Part of the answer comes from this week’s readings in Ezekiel, where the LORD condemns the wicked shepherds in Israel whose unfaithfulness is so brazen that even unbelievers mock their lack of zeal. He will indeed scatter those shepherds, but he will also do something much greater. He himself will shepherd his people. Jesus approaches John for baptism not because he needs it, but because he, the Messiah, will fulfill all righteousness before his Father. Holy and blameless, the Good Shepherd will lay down his life for the sheep.

And we, the sheep, certainly need him. As our flesh militates against the Holy Spirit working within us, we are torn between the two. We echo St. Paul’s frustrated cry: “Wretched man that I am, who will resuce me from this body of death?”

But we know the answer: it is the shepherd, who was not baptized for his own good, but for ours.
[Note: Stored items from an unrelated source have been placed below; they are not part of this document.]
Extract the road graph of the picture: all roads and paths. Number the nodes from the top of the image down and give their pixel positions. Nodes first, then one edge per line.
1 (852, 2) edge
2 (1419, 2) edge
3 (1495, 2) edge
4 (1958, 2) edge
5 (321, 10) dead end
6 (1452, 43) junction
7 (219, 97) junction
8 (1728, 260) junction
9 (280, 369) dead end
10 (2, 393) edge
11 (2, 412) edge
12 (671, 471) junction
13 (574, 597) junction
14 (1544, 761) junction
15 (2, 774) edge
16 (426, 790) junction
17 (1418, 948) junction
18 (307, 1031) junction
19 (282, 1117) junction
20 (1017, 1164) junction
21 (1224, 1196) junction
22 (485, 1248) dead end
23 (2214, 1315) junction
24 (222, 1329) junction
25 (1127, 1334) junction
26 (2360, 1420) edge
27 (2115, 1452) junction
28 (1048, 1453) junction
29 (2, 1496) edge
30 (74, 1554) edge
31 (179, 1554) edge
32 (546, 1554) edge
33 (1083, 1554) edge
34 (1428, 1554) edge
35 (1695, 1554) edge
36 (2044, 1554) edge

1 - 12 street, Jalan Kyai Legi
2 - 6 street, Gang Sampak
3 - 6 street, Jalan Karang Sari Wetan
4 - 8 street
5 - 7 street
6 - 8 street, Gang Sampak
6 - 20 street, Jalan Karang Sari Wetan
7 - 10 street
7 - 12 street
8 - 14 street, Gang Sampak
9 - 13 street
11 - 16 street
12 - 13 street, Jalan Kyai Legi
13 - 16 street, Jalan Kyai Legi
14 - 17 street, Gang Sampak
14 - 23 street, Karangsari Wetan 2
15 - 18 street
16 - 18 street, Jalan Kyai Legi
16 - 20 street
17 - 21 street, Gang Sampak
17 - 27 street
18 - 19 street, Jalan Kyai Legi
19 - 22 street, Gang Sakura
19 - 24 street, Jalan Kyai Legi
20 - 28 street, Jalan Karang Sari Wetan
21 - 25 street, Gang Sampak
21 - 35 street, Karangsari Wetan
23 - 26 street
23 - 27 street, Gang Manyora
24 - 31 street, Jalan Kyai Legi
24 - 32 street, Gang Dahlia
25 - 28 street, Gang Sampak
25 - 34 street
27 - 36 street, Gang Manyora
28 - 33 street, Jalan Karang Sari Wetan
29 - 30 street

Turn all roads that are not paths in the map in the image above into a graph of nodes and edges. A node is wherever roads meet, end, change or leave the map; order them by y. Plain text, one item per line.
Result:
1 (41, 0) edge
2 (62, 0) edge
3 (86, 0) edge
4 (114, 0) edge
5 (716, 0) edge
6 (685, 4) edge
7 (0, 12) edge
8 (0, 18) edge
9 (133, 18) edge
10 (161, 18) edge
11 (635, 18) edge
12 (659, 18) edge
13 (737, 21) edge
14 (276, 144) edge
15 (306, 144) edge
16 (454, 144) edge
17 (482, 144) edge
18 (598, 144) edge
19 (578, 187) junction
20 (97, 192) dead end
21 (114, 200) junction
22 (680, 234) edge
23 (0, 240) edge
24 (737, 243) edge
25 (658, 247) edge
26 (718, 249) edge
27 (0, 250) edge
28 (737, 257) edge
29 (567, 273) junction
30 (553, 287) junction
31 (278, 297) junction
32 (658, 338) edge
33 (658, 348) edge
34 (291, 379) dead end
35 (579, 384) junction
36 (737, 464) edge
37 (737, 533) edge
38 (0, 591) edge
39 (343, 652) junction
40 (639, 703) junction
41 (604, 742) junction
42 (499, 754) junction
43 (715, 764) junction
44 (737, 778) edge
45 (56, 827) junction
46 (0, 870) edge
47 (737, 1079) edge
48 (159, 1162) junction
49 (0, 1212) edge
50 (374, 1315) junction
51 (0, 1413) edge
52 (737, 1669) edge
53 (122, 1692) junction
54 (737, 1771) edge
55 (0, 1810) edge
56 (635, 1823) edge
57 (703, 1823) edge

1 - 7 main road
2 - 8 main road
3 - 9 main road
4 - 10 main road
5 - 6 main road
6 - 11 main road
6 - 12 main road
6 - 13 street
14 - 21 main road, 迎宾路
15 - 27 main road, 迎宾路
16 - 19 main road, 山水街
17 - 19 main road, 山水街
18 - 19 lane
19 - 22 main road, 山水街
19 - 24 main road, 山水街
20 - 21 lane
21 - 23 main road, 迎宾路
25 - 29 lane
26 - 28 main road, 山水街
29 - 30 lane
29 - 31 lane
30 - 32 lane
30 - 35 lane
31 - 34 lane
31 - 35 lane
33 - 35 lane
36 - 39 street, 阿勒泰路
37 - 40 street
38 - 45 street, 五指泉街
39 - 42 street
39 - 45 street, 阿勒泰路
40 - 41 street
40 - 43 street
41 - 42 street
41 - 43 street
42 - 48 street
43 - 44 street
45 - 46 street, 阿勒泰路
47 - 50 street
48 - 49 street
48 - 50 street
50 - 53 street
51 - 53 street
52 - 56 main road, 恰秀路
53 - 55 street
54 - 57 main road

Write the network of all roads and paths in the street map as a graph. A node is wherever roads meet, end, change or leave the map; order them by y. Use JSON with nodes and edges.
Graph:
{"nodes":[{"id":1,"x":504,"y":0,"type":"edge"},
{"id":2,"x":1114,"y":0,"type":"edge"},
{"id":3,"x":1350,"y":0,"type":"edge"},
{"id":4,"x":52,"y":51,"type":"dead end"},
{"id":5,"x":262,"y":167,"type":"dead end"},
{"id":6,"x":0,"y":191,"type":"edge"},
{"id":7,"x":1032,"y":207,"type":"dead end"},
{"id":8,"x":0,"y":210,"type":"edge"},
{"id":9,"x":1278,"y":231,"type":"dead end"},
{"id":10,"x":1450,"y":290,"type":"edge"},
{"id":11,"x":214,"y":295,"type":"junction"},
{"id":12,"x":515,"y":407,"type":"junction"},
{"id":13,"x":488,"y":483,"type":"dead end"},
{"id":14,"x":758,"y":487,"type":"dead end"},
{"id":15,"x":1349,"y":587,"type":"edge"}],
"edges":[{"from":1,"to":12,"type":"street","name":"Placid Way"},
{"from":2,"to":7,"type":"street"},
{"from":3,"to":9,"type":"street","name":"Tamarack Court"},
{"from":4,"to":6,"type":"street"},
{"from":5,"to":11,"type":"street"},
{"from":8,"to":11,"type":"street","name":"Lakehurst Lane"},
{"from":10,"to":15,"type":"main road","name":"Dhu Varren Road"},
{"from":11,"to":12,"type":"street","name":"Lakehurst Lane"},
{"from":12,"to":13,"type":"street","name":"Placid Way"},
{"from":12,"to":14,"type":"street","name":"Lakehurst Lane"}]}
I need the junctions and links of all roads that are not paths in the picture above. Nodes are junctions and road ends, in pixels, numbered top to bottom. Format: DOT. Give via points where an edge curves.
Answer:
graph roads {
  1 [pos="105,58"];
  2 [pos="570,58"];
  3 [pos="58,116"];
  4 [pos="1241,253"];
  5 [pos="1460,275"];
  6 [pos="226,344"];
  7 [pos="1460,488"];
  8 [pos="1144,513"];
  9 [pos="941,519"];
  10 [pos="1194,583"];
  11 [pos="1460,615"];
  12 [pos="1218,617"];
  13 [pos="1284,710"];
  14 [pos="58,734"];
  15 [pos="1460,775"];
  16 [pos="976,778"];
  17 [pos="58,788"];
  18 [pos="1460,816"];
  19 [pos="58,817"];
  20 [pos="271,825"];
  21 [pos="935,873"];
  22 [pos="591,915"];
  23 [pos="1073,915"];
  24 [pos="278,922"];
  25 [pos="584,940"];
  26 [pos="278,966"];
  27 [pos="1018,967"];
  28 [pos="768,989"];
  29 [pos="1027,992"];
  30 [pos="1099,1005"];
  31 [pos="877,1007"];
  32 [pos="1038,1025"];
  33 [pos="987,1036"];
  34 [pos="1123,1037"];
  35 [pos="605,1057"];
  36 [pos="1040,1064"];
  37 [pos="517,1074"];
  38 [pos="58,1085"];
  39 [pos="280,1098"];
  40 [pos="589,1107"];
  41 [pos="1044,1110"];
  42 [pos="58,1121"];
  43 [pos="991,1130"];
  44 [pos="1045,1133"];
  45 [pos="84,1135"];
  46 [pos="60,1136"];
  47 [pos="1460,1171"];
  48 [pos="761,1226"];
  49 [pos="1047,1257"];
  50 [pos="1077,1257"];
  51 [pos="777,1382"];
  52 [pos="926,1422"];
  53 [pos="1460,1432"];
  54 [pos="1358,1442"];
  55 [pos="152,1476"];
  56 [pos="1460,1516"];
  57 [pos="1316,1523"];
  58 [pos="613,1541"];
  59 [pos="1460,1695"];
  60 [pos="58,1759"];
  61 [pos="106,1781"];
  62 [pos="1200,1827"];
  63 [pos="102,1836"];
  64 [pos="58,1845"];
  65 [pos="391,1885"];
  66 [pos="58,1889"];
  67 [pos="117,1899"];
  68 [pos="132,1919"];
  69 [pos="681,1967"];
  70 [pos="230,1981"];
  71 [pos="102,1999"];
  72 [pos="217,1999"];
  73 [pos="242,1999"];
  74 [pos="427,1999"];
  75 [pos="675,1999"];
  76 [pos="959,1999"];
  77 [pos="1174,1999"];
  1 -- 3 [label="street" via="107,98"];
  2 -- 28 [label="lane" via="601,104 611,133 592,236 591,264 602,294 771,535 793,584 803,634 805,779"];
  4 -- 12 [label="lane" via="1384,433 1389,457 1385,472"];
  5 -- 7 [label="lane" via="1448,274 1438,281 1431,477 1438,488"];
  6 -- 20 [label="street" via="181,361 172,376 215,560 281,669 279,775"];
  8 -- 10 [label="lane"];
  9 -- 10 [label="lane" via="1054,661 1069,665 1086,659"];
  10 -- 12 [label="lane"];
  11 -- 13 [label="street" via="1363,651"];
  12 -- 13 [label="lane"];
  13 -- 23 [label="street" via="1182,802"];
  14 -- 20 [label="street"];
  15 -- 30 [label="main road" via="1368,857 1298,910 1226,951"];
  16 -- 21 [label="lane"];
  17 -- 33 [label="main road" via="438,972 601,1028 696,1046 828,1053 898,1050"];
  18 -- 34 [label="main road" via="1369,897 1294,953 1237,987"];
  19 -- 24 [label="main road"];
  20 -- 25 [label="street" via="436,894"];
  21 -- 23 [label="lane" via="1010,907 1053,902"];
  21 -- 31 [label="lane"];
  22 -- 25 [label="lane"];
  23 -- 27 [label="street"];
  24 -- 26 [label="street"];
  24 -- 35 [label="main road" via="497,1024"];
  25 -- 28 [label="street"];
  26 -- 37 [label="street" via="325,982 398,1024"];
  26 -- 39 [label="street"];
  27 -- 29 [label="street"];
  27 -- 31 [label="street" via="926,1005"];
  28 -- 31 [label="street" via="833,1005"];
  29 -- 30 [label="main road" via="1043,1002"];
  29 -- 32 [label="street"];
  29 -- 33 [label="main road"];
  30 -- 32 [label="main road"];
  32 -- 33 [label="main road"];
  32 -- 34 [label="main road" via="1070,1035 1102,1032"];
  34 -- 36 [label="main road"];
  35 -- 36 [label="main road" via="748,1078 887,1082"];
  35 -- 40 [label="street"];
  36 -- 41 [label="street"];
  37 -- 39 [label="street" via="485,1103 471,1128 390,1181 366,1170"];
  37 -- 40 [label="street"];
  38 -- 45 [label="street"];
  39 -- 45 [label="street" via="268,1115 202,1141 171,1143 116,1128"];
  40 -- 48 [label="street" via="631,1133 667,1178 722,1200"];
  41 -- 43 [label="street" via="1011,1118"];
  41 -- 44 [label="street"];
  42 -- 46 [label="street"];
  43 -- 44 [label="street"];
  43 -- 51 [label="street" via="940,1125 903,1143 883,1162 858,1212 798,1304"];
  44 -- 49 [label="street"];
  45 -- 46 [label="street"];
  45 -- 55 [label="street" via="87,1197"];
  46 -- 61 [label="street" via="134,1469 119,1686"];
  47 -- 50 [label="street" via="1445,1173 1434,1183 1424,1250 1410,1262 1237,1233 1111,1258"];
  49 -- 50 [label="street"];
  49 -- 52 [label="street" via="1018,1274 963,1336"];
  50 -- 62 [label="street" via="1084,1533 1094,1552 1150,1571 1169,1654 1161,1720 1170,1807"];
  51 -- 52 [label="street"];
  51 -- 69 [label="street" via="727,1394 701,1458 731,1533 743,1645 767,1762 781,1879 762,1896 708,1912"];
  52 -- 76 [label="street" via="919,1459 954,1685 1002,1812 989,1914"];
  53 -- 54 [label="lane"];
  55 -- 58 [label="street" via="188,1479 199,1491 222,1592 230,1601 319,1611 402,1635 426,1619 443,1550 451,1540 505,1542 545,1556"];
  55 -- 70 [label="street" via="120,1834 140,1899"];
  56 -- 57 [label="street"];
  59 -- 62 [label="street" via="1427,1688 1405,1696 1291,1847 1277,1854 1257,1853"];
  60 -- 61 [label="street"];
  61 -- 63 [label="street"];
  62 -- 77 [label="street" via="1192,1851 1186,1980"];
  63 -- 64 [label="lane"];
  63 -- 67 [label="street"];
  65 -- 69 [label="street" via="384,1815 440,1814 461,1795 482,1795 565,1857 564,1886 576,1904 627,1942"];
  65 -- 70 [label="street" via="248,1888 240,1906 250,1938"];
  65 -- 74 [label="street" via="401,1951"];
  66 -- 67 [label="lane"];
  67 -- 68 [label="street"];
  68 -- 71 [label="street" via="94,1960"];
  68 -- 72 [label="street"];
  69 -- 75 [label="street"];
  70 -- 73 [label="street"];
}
With him the Father is pleased, and in our baptism, the one who fulfilled all righteousness makes us righteous. The one who suffered suffers with us. His resurrection becomes our resurrection, and after the struggle is over, we will share in his glory.

So, there is no need for us to pause at Jesus’ baptism, either. To do so would be to question the unmatched grace and love he has for us. Instead, secure in our own baptism, we can confess our sins, receive true forgiveness, and, confident in the glory to come, remain in his fold.